**Work task**
Filter the entries and keep only the lines where the string "dead" appears.

Data items
[Start of section]

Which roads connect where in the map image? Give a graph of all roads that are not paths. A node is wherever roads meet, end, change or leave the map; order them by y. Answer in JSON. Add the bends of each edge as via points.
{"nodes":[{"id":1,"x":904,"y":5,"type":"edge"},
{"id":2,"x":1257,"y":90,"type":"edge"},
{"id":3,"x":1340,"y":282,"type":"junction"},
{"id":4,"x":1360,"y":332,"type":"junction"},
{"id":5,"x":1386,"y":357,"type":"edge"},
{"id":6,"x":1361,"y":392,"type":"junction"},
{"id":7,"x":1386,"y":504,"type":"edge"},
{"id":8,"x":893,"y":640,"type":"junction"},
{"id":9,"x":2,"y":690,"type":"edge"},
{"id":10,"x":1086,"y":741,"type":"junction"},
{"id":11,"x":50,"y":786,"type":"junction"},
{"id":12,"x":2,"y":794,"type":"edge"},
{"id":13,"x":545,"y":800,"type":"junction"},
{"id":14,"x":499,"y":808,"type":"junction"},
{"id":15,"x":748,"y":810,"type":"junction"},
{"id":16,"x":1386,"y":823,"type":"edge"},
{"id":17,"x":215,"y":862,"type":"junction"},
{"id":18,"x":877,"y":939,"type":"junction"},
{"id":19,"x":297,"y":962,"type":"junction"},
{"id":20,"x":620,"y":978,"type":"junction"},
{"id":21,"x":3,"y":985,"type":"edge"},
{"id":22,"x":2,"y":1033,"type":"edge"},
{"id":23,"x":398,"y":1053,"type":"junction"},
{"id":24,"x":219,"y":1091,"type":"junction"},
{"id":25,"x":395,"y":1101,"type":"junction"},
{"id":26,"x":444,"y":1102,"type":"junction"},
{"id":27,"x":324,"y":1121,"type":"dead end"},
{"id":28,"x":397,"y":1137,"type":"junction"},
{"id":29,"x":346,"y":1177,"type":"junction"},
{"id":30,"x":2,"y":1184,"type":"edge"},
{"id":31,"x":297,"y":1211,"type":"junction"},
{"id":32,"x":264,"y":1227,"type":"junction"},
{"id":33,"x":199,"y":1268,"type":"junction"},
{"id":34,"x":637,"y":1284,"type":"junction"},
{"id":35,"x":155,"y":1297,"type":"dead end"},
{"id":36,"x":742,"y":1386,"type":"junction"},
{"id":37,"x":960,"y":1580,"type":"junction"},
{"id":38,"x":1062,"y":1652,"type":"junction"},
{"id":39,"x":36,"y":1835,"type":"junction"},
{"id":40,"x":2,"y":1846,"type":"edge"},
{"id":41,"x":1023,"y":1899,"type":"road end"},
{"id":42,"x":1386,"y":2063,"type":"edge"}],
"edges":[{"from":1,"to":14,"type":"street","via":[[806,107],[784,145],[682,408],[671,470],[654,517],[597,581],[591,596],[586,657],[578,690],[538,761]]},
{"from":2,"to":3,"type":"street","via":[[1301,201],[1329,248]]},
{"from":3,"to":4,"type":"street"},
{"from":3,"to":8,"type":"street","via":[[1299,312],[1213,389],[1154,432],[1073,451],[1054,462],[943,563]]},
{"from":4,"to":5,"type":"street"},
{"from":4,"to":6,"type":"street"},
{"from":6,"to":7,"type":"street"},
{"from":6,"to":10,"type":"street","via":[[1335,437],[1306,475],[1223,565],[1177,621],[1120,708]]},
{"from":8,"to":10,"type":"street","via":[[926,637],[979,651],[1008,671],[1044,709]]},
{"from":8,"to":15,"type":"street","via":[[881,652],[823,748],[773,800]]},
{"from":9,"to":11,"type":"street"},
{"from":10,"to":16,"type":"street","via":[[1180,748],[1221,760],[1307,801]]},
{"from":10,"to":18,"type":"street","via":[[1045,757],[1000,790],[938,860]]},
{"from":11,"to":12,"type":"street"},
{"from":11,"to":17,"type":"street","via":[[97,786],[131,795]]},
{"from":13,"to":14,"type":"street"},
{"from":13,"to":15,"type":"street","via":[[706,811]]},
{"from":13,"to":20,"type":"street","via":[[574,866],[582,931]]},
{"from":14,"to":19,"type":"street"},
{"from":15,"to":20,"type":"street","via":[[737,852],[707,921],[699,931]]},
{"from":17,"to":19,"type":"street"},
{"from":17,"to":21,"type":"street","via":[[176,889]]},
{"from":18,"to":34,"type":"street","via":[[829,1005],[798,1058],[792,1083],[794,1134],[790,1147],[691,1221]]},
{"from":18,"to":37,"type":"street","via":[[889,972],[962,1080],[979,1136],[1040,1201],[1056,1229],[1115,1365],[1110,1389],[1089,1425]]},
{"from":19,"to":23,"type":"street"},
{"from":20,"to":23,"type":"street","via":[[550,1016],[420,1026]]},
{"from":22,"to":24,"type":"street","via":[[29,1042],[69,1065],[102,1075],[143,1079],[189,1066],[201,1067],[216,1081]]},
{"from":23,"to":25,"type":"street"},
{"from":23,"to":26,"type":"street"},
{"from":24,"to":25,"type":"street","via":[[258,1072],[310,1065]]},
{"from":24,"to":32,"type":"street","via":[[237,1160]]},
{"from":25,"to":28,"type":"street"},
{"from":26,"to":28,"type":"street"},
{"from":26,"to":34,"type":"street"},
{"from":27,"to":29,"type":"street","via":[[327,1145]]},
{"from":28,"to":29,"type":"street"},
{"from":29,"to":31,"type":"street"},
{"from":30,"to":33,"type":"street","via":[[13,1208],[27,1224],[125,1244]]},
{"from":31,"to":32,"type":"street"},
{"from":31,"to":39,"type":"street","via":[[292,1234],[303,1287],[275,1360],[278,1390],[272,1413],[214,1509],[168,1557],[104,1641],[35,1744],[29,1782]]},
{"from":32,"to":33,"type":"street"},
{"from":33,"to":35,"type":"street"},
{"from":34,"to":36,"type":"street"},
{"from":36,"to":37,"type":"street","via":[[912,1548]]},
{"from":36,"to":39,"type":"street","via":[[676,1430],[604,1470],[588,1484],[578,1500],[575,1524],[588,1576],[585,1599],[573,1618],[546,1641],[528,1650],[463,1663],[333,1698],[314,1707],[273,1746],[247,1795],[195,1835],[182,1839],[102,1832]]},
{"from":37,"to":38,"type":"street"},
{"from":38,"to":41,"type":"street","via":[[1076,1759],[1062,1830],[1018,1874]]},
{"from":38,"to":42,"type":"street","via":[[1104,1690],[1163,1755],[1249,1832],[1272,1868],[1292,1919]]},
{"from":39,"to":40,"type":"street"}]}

[End of section]

**Task answer**
{"id":27,"x":324,"y":1121,"type":"dead end"},
{"id":35,"x":155,"y":1297,"type":"dead end"},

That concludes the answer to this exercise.